Wednesday, 10 August 2011

Mario Cassandro


Mario Cassandro and Franco Lagattolla
Restaurant owners Mario Cassandro (left) and Franco Lagattolla sampling the cuisine at 'The Trat', 1968 
Mario Cassandro, who has died aged 91, changed the face, as well as the taste and social attitudes, of London restaurants. With his partner, Franco Lagattolla, he created a brand of raffish Neapolitan elegance that caught the 1960s zeitgeist perfectly. When Time magazine published its famous 1966 issue about swinging London, and reported that "a new eating style is visible on all sides", it was to Mario and Franco's trattoria La Terrazza in Soho – "the Trat", as it was known – that the world flocked to dine, lunch and rubberneck.
Out had gone the solemn Italian waiters in black tailcoats and bow ties, serving precooked spaghetti and Milanese with chips. Out, too, went the checked tablecloths and candles in wax-covered Chianti bottles. In came ceramic tiled floors, head waiters in tailored jackets and polo-neck sweaters, with smiling servers in striped jerseys, purveying house specialities such as petto di pollo sorpresa, osso buco, baby octopus and spaghetti with clams.
The decor, in the parlance of the day, was cool. And so was the clientele, which included the actors Terence Stamp, Albert Finney and Peter O'Toole; the models Jean Shrimpton, Paulene Stone and Tania Mallet; the graphic designer Raymond Hawkey; and the photographers Terence Donovan, Brian Duffy, David Bailey and Terry O'Neill.
While Franco played a crucial role watching over the kitchen and business affairs, Mario's warmth and ebullience established him as the star of the business. Struggling writers were attracted by the Trat's modest prices. Before credit cards were common, Mario would invite people he liked to set up monthly accounts. When I was a show-business journalist on Lord Beaverbrook's Daily Express, to entertain rising stars and be able to sign the bill was irresistible. Mario would occasionally invite my guests to open accounts of their own. "But you don't know me," protested Robert Shaw, whose film career still hadn't got off the ground in 1963. "Don't worry, my friend, I'm going to," Mario told him. Ten years later, Shaw gave his opening night party at the Trat for The Sting, the film that made him a star.
The Trat was where Len Deighton – "comforted with fresh pasta, grappa and powerful espresso"– wrote chunks of his bestseller The Ipcress File.

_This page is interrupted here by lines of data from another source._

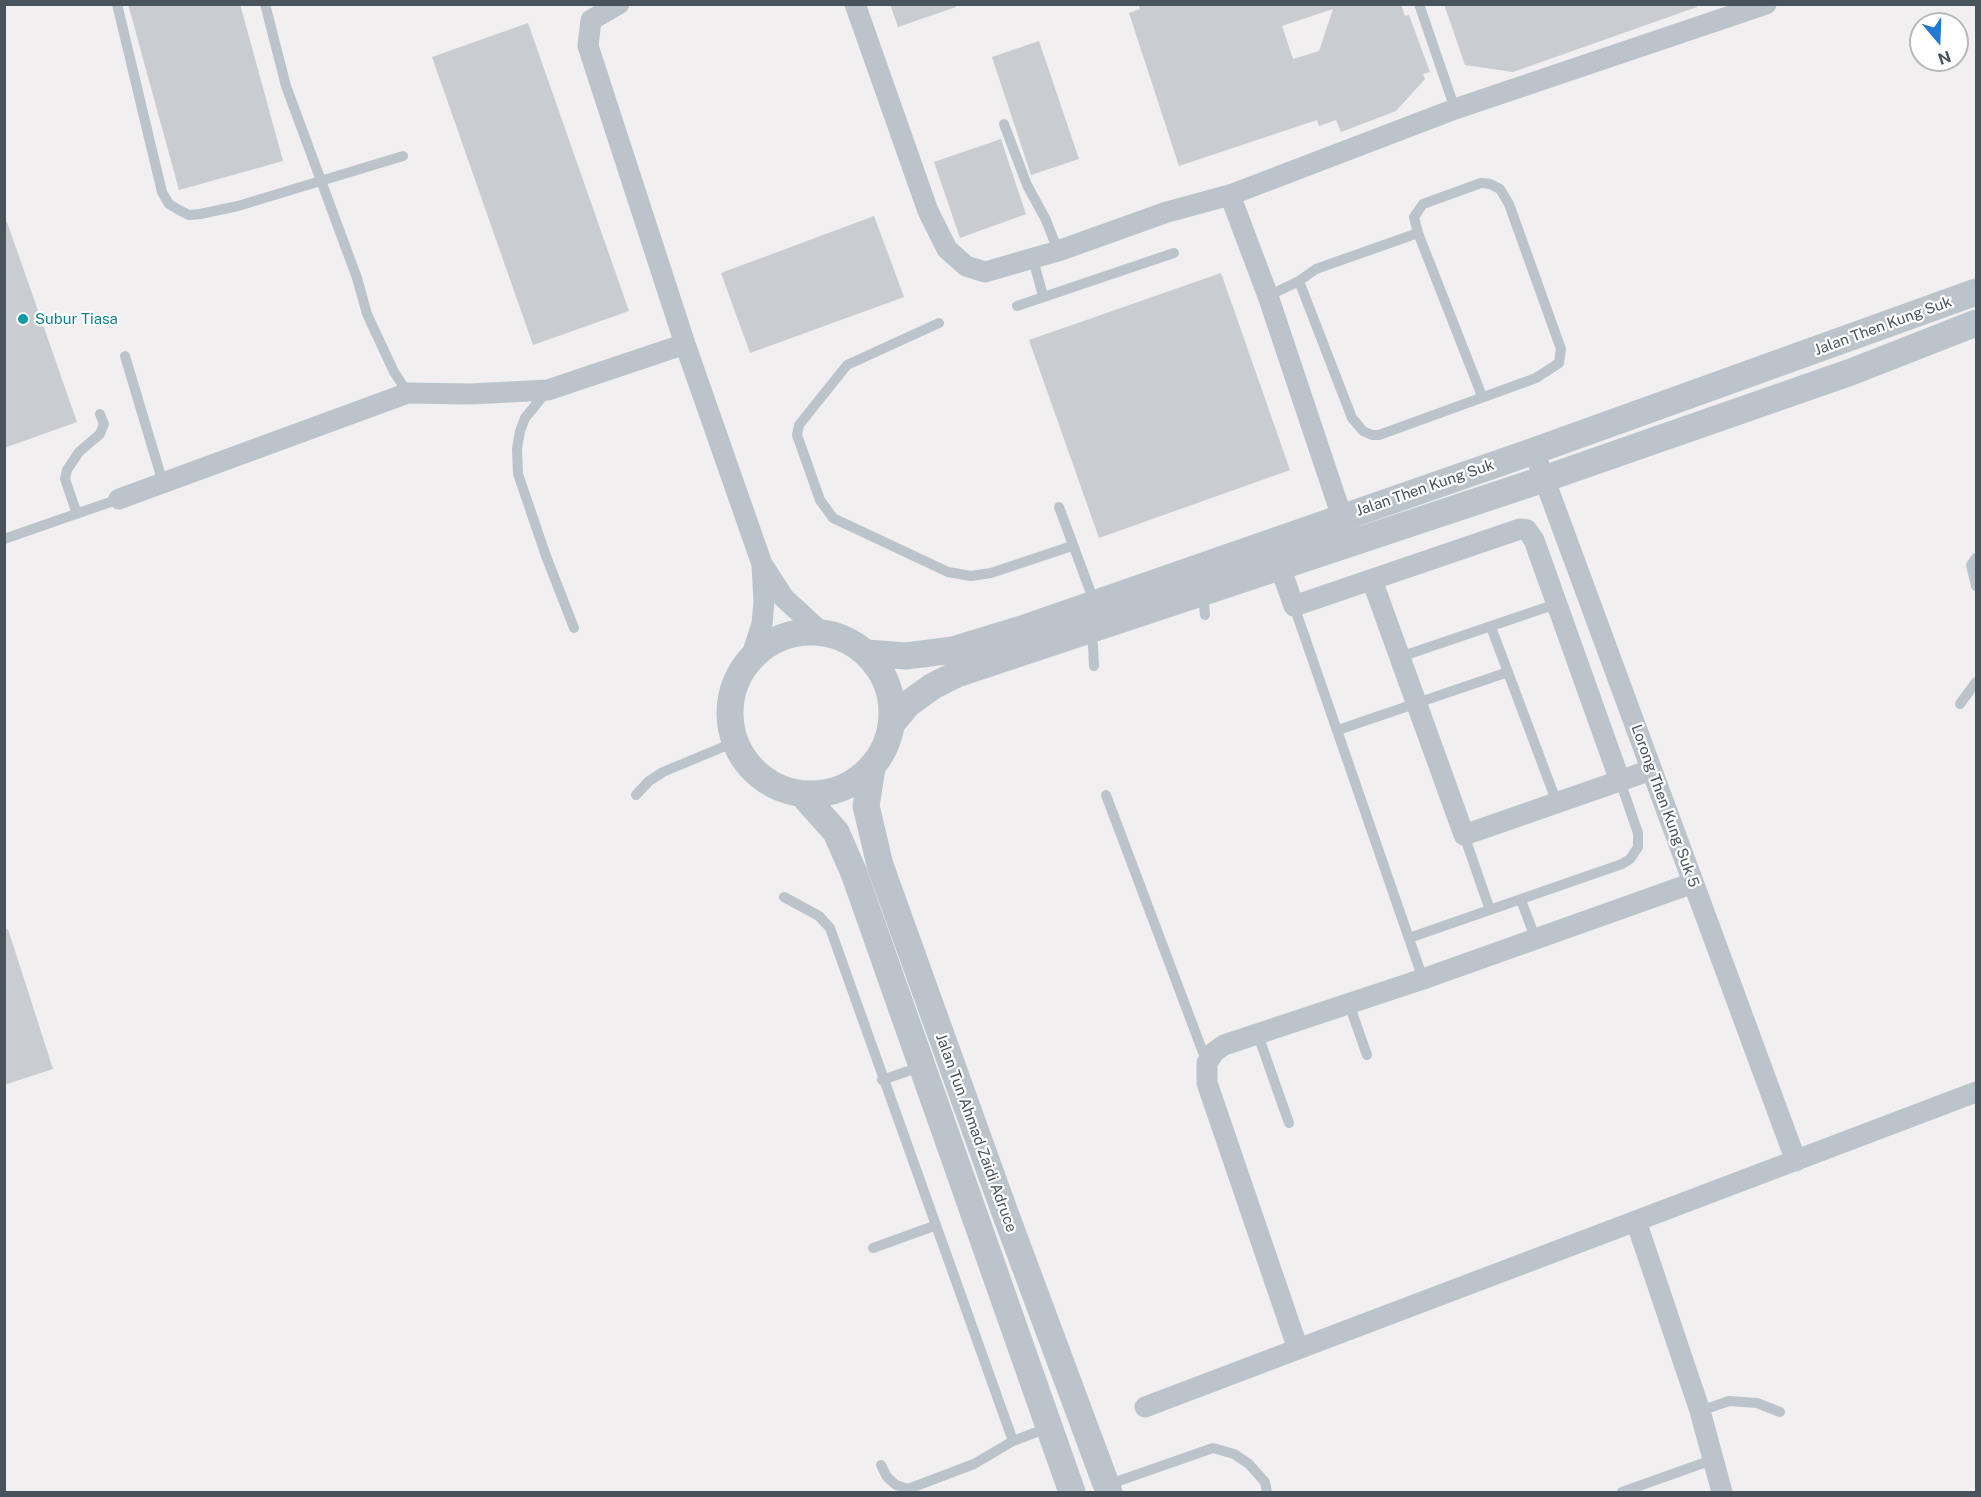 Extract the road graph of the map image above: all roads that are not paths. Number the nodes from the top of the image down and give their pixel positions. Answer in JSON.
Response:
{"nodes":[{"id":1,"x":117,"y":4,"type":"edge"},
{"id":2,"x":265,"y":4,"type":"edge"},
{"id":3,"x":619,"y":4,"type":"edge"},
{"id":4,"x":855,"y":4,"type":"edge"},
{"id":5,"x":1419,"y":4,"type":"edge"},
{"id":6,"x":1766,"y":4,"type":"edge"},
{"id":7,"x":1455,"y":109,"type":"junction"},
{"id":8,"x":1004,"y":124,"type":"dead end"},
{"id":9,"x":403,"y":156,"type":"dead end"},
{"id":10,"x":321,"y":180,"type":"junction"},
{"id":11,"x":1230,"y":195,"type":"junction"},
{"id":12,"x":1418,"y":233,"type":"junction"},
{"id":13,"x":1058,"y":251,"type":"junction"},
{"id":14,"x":1174,"y":253,"type":"dead end"},
{"id":15,"x":1033,"y":259,"type":"junction"},
{"id":16,"x":1299,"y":281,"type":"junction"},
{"id":17,"x":1977,"y":292,"type":"edge"},
{"id":18,"x":1043,"y":296,"type":"junction"},
{"id":19,"x":1268,"y":296,"type":"junction"},
{"id":20,"x":1017,"y":306,"type":"dead end"},
{"id":21,"x":939,"y":323,"type":"dead end"},
{"id":22,"x":1977,"y":323,"type":"edge"},
{"id":23,"x":686,"y":344,"type":"junction"},
{"id":24,"x":125,"y":356,"type":"dead end"},
{"id":25,"x":548,"y":390,"type":"junction"},
{"id":26,"x":408,"y":393,"type":"junction"},
{"id":27,"x":1482,"y":396,"type":"junction"},
{"id":28,"x":100,"y":414,"type":"dead end"},
{"id":29,"x":1534,"y":451,"type":"junction"},
{"id":30,"x":1544,"y":479,"type":"junction"},
{"id":31,"x":163,"y":483,"type":"junction"},
{"id":32,"x":119,"y":499,"type":"joint"},
{"id":33,"x":1059,"y":507,"type":"dead end"},
{"id":34,"x":77,"y":514,"type":"junction"},
{"id":35,"x":1342,"y":517,"type":"junction"},
{"id":36,"x":4,"y":539,"type":"edge"},
{"id":37,"x":1072,"y":546,"type":"junction"},
{"id":38,"x":1977,"y":558,"type":"edge"},
{"id":39,"x":762,"y":564,"type":"junction"},
{"id":40,"x":1280,"y":567,"type":"junction"},
{"id":41,"x":1372,"y":580,"type":"junction"},
{"id":42,"x":1977,"y":586,"type":"edge"},
{"id":43,"x":1556,"y":604,"type":"junction"},
{"id":44,"x":1095,"y":605,"type":"junction"},
{"id":45,"x":1294,"y":606,"type":"junction"},
{"id":46,"x":1491,"y":627,"type":"junction"},
{"id":47,"x":574,"y":628,"type":"dead end"},
{"id":48,"x":821,"y":632,"type":"junction"},
{"id":49,"x":1088,"y":632,"type":"junction"},
{"id":50,"x":1606,"y":647,"type":"junction"},
{"id":51,"x":867,"y":653,"type":"junction"},
{"id":52,"x":1400,"y":657,"type":"junction"},
{"id":53,"x":1575,"y":657,"type":"junction"},
{"id":54,"x":751,"y":658,"type":"junction"},
{"id":55,"x":1094,"y":666,"type":"dead end"},
{"id":56,"x":1508,"y":672,"type":"junction"},
{"id":57,"x":1977,"y":682,"type":"edge"},
{"id":58,"x":1416,"y":703,"type":"junction"},
{"id":59,"x":1960,"y":704,"type":"dead end"},
{"id":60,"x":893,"y":722,"type":"junction"},
{"id":61,"x":1338,"y":730,"type":"junction"},
{"id":62,"x":735,"y":741,"type":"junction"},
{"id":63,"x":872,"y":768,"type":"junction"},
{"id":64,"x":1651,"y":770,"type":"junction"},
{"id":65,"x":1620,"y":781,"type":"junction"},
{"id":66,"x":802,"y":794,"type":"junction"},
{"id":67,"x":636,"y":795,"type":"dead end"},
{"id":68,"x":1106,"y":795,"type":"dead end"},
{"id":69,"x":1557,"y":803,"type":"junction"},
{"id":70,"x":1464,"y":836,"type":"junction"},
{"id":71,"x":1693,"y":883,"type":"junction"},
{"id":72,"x":784,"y":897,"type":"dead end"},
{"id":73,"x":1521,"y":900,"type":"junction"},
{"id":74,"x":1490,"y":910,"type":"junction"},
{"id":75,"x":1409,"y":938,"type":"junction"},
{"id":76,"x":1536,"y":940,"type":"junction"},
{"id":77,"x":1424,"y":979,"type":"junction"},
{"id":78,"x":1349,"y":1004,"type":"junction"},
{"id":79,"x":1258,"y":1035,"type":"junction"},
{"id":80,"x":1367,"y":1055,"type":"dead end"},
{"id":81,"x":1207,"y":1063,"type":"junction"},
{"id":82,"x":923,"y":1066,"type":"junction"},
{"id":83,"x":882,"y":1080,"type":"junction"},
{"id":84,"x":1977,"y":1092,"type":"edge"},
{"id":85,"x":1289,"y":1123,"type":"dead end"},
{"id":86,"x":1796,"y":1161,"type":"junction"},
{"id":87,"x":1636,"y":1221,"type":"junction"},
{"id":88,"x":934,"y":1226,"type":"junction"},
{"id":89,"x":873,"y":1248,"type":"dead end"},
{"id":90,"x":1298,"y":1349,"type":"junction"},
{"id":91,"x":1145,"y":1407,"type":"dead end"},
{"id":92,"x":1700,"y":1411,"type":"junction"},
{"id":93,"x":1780,"y":1412,"type":"dead end"},
{"id":94,"x":1050,"y":1427,"type":"junction"},
{"id":95,"x":1013,"y":1442,"type":"junction"},
{"id":96,"x":1712,"y":1460,"type":"junction"},
{"id":97,"x":881,"y":1465,"type":"dead end"},
{"id":98,"x":1108,"y":1489,"type":"edge"},
{"id":99,"x":1072,"y":1492,"type":"edge"},
{"id":100,"x":1267,"y":1492,"type":"edge"},
{"id":101,"x":1622,"y":1492,"type":"edge"},
{"id":102,"x":1722,"y":1492,"type":"edge"}],
"edges":[{"from":1,"to":10,"type":"lane"},
{"from":2,"to":10,"type":"lane"},
{"from":3,"to":23,"type":"street"},
{"from":4,"to":15,"type":"street"},
{"from":5,"to":7,"type":"lane"},
{"from":6,"to":7,"type":"street"},
{"from":7,"to":11,"type":"street"},
{"from":8,"to":13,"type":"lane"},
{"from":9,"to":10,"type":"lane"},
{"from":10,"to":26,"type":"lane"},
{"from":11,"to":13,"type":"street"},
{"from":11,"to":19,"type":"street"},
{"from":12,"to":16,"type":"lane"},
{"from":12,"to":27,"type":"lane"},
{"from":12,"to":27,"type":"lane"},
{"from":13,"to":15,"type":"street"},
{"from":14,"to":18,"type":"lane"},
{"from":15,"to":18,"type":"lane"},
{"from":16,"to":19,"type":"lane"},
{"from":16,"to":27,"type":"lane"},
{"from":17,"to":29,"type":"street","name":"Jalan Then Kung Suk"},
{"from":18,"to":20,"type":"lane"},
{"from":19,"to":35,"type":"street"},
{"from":21,"to":37,"type":"lane"},
{"from":22,"to":30,"type":"street","name":"Jalan Then Kung Suk"},
{"from":23,"to":25,"type":"street"},
{"from":23,"to":39,"type":"street"},
{"from":24,"to":31,"type":"lane"},
{"from":25,"to":26,"type":"street"},
{"from":25,"to":47,"type":"lane"},
{"from":26,"to":31,"type":"street"},
{"from":28,"to":34,"type":"lane"},
{"from":29,"to":30,"type":"street","name":"Lorong Then Kung Suk 5"},
{"from":29,"to":35,"type":"street","name":"Jalan Then Kung Suk"},
{"from":30,"to":40,"type":"street","name":"Jalan Then Kung Suk"},
{"from":30,"to":50,"type":"street","name":"Lorong Then Kung Suk 5"},
{"from":31,"to":32,"type":"street"},
{"from":32,"to":34,"type":"lane"},
{"from":33,"to":37,"type":"lane"},
{"from":34,"to":36,"type":"lane"},
{"from":35,"to":44,"type":"street","name":"Jalan Then Kung Suk"},
{"from":37,"to":44,"type":"lane"},
{"from":38,"to":42,"type":"lane"},
{"from":39,"to":48,"type":"street"},
{"from":39,"to":54,"type":"street"},
{"from":40,"to":45,"type":"street"},
{"from":40,"to":49,"type":"street","name":"Jalan Then Kung Suk"},
{"from":41,"to":43,"type":"street"},
{"from":41,"to":45,"type":"street"},
{"from":41,"to":52,"type":"street"},
{"from":43,"to":46,"type":"lane"},
{"from":43,"to":53,"type":"street"},
{"from":44,"to":51,"type":"street","name":"Jalan Then Kung Suk"},
{"from":45,"to":61,"type":"lane"},
{"from":46,"to":52,"type":"lane"},
{"from":46,"to":56,"type":"lane"},
{"from":48,"to":51,"type":"street"},
{"from":48,"to":54,"type":"street"},
{"from":49,"to":55,"type":"lane"},
{"from":49,"to":60,"type":"street","name":"Jalan Then Kung Suk"},
{"from":50,"to":53,"type":"street"},
{"from":50,"to":64,"type":"street","name":"Lorong Then Kung Suk 5"},
{"from":51,"to":60,"type":"street"},
{"from":52,"to":58,"type":"street"},
{"from":53,"to":65,"type":"street"},
{"from":54,"to":62,"type":"street"},
{"from":56,"to":58,"type":"lane"},
{"from":56,"to":69,"type":"lane"},
{"from":57,"to":59,"type":"lane"},
{"from":58,"to":61,"type":"lane"},
{"from":58,"to":70,"type":"street"},
{"from":60,"to":63,"type":"street"},
{"from":61,"to":75,"type":"lane"},
{"from":62,"to":66,"type":"street"},
{"from":62,"to":67,"type":"lane"},
{"from":63,"to":66,"type":"street"},
{"from":63,"to":98,"type":"street","name":"Jalan Tun Ahmad Zaidi Adruce"},
{"from":64,"to":65,"type":"street"},
{"from":64,"to":71,"type":"street","name":"Lorong Then Kung Suk 5"},
{"from":65,"to":69,"type":"street"},
{"from":65,"to":73,"type":"lane"},
{"from":66,"to":82,"type":"street","name":"Jalan Tun Ahmad Zaidi Adruce"},
{"from":68,"to":81,"type":"lane"},
{"from":69,"to":70,"type":"street"},
{"from":70,"to":74,"type":"lane"},
{"from":71,"to":76,"type":"street"},
{"from":71,"to":86,"type":"street","name":"Lorong Then Kung Suk 5"},
{"from":72,"to":83,"type":"lane"},
{"from":73,"to":74,"type":"lane"},
{"from":73,"to":76,"type":"lane"},
{"from":74,"to":75,"type":"lane"},
{"from":75,"to":77,"type":"lane"},
{"from":76,"to":77,"type":"street"},
{"from":77,"to":78,"type":"street"},
{"from":78,"to":79,"type":"street"},
{"from":78,"to":80,"type":"lane"},
{"from":79,"to":81,"type":"street"},
{"from":79,"to":85,"type":"lane"},
{"from":81,"to":90,"type":"street"},
{"from":82,"to":83,"type":"lane"},
{"from":82,"to":94,"type":"street","name":"Jalan Tun Ahmad Zaidi Adruce"},
{"from":83,"to":88,"type":"lane"},
{"from":84,"to":86,"type":"street"},
{"from":86,"to":87,"type":"street"},
{"from":87,"to":90,"type":"street"},
{"from":87,"to":92,"type":"street"},
{"from":88,"to":89,"type":"lane"},
{"from":88,"to":95,"type":"lane"},
{"from":90,"to":91,"type":"street"},
{"from":92,"to":93,"type":"lane"},
{"from":92,"to":96,"type":"street"},
{"from":94,"to":95,"type":"lane"},
{"from":94,"to":99,"type":"street","name":"Jalan Tun Ahmad Zaidi Adruce"},
{"from":95,"to":97,"type":"lane"},
{"from":96,"to":101,"type":"lane"},
{"from":96,"to":102,"type":"street"},
{"from":98,"to":100,"type":"lane"}]}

It was where he first met Michael Caine before they dreamed of the fame Harry Palmer would bring them both.
Some of Mario's clients were already making good money, but many were not, and Mario always seemed to know when to run a discreet tab, or to quietly "comp" a meal. When David (now Lord) Puttnam, then a photographers' agent, confided that he planned to start his own film company, Mario said: "Look, it's tough out there, son. I don't want to lose you. I won't give you a bill until you're on your feet. Just tell me when the business is making money and you can start paying me."
Later, Mario and Franco opened a second restaurant, the swanky Tiberio in Mayfair. The American PR executive Michael Baumohl recalls the night Mario called him and said that Princess Margaret had been in with a party of 10 and it was a disaster. "She left without paying," he said. Baumohl told Mario to send the bill to the palace – and he would make sure that the press found out that the Tiberio was one of her favourite haunts. Peter Sellers, John Wayne, Laurence Harvey and Frank Sinatra all became regular customers.
Mario was born in Naples, the third of four children. When he was nine, his father died and he left school to help his mother support the family. A deeply sentimental man, proud of his humble beginnings, he once – on the way to his villa in Capri – took me to the Naples market from which he had stolen fruit and vegetables to survive as a child.
At 18, he was conscripted into the Italian army. Four months short of his 21st birthday, Mario was captured by the British at Tobruk. Shipped to India, he spent the rest of the duration in a prisoner-of-war camp in Bangalore. In 1947, he came to England to marry Mary MacDonnell, an Irish nurse he had met in India. At Hatchett's, a popular West End restaurant, he became friends with Franco, a fellow waiter who enjoyed his company but felt Mario "was too pally with the customers. He behaved more like a comedian than a waiter. That just wasn't done in those days."
Nevertheless, it was Mario's way, and by 1958, he had become head wine waiter at the Mirabelle, one of the best restaurant jobs in London. The following year, they quit their jobs, pooled their savings and, with an additional bank loan, opened La Terrazza. After paying the first week's salaries (for two waiters), the partners had exactly 30 shillings left. In 1968, Mario and Franco Restaurants Ltd went public, and they became millionaires. In the 70s, disagreeing on the pace and direction of their development, they sold up, leaving a legacy of Mario and Franco trattorias across the country.
Last year, on the publication of Alasdair Scott Sutherland's book The Spaghetti Tree: Mario and Franco and the Trattoria Revolution, Mario had a nostalgic reunion with many of his famous customers and members of staff. Several of the waiters had become successful restaurateurs in their own right.
Franco died in 1980. Mario is survived by his second wife, Hilaire, and their daughter, and by the two sons of his first marriage.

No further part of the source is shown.